<<<<

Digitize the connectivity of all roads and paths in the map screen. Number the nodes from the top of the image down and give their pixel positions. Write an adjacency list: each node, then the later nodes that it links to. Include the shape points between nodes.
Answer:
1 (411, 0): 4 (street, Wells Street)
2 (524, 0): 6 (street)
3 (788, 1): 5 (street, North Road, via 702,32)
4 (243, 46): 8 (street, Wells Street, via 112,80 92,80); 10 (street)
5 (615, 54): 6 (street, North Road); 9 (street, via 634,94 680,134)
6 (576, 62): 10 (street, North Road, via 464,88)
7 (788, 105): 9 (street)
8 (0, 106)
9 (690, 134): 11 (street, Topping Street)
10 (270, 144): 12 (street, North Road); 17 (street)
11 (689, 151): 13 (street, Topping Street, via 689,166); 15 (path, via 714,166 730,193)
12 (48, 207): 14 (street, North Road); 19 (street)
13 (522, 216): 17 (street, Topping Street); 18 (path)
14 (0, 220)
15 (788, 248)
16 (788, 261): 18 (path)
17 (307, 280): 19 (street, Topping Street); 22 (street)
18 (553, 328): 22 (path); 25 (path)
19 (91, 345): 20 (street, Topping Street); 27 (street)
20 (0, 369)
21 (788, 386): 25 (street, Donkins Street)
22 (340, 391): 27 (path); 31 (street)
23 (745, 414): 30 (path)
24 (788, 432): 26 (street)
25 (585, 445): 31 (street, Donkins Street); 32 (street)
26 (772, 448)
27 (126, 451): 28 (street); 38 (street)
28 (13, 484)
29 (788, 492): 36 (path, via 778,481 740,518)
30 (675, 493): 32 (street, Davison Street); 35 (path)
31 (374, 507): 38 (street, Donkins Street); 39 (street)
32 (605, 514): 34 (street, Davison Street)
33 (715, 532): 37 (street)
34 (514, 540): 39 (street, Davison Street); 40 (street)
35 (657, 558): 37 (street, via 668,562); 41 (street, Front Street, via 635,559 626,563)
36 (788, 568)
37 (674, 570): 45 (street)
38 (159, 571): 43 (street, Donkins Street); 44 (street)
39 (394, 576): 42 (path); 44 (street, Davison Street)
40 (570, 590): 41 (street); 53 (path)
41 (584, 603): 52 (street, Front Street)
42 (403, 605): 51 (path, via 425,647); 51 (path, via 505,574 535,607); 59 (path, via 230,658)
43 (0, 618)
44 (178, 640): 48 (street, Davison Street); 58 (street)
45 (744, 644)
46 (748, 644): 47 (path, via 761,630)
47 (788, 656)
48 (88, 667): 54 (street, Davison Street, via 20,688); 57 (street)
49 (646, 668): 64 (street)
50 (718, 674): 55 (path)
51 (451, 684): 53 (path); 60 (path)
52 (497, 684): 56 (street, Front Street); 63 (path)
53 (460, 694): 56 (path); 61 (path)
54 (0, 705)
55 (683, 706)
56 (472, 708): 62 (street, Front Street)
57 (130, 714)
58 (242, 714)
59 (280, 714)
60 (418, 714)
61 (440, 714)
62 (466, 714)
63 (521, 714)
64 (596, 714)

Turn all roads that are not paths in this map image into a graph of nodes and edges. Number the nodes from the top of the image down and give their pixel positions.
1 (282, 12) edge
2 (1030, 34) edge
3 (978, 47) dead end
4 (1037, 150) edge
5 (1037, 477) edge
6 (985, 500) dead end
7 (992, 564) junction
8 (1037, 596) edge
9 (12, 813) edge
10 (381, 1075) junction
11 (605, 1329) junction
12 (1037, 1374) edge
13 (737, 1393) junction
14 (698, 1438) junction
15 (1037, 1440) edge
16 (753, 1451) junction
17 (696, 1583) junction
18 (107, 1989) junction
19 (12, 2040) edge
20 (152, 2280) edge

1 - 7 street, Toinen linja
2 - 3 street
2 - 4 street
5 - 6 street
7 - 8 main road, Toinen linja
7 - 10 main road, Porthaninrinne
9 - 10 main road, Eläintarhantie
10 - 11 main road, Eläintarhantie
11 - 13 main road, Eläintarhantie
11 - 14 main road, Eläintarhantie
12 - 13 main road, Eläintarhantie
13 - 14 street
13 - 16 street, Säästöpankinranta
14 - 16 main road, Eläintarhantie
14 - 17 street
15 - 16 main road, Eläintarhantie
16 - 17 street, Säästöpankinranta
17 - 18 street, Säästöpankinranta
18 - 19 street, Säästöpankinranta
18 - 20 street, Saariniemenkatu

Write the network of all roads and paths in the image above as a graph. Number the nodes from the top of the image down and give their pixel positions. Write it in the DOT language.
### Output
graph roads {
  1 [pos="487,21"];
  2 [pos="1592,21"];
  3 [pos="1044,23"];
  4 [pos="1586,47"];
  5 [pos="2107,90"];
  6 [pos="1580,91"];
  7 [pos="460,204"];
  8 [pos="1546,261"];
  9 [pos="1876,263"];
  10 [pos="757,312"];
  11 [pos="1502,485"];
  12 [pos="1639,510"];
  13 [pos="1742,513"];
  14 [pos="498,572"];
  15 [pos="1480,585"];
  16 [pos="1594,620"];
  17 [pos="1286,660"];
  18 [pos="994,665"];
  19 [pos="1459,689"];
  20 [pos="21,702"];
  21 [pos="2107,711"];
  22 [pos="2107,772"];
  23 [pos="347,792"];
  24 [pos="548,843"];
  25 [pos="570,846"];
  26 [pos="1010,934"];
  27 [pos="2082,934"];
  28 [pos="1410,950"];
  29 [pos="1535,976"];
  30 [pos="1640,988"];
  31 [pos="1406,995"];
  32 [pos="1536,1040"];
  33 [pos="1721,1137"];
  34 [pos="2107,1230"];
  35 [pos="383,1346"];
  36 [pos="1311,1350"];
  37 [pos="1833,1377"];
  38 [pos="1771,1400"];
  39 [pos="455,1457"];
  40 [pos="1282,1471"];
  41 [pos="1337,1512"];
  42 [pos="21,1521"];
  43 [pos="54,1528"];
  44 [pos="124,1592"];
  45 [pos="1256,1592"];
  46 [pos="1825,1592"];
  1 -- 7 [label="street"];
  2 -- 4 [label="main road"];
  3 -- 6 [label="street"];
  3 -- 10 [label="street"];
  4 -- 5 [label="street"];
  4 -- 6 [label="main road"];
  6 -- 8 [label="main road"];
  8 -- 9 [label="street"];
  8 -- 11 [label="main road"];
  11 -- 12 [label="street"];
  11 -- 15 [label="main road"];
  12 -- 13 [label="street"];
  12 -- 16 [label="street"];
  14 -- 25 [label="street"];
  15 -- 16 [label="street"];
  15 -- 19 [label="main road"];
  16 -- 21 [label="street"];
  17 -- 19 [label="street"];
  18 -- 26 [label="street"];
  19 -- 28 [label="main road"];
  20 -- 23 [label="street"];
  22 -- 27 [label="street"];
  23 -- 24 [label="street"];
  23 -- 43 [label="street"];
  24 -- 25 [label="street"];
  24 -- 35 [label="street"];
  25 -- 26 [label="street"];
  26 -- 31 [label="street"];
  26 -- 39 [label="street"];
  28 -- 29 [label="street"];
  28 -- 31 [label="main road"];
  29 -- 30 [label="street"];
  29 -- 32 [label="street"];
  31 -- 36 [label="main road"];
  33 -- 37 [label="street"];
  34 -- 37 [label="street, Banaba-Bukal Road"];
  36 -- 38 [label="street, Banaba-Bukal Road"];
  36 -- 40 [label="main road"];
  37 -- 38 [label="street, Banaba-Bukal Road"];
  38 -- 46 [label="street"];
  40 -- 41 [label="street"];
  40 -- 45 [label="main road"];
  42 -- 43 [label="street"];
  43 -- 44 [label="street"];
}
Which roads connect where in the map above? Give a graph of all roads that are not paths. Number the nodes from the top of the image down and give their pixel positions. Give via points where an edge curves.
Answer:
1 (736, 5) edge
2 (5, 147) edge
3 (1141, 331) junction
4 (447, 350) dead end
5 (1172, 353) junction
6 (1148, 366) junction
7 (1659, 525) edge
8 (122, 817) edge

>>>>

#### Brief
Among the lines of the listing above, which ones hold "down"? Copy them.

#### Completed exercise
Digitize the connectivity of all roads and paths in the map screen. Number the nodes from the top of the image down and give their pixel positions. Write an adjacency list: each node, then the later nodes that it links to. Include the shape points between nodes.
Turn all roads that are not paths in this map image into a graph of nodes and edges. Number the nodes from the top of the image down and give their pixel positions.
Write the network of all roads and paths in the image above as a graph. Number the nodes from the top of the image down and give their pixel positions. Write it in the DOT language.
Which roads connect where in the map above? Give a graph of all roads that are not paths. Number the nodes from the top of the image down and give their pixel positions. Give via points where an edge curves.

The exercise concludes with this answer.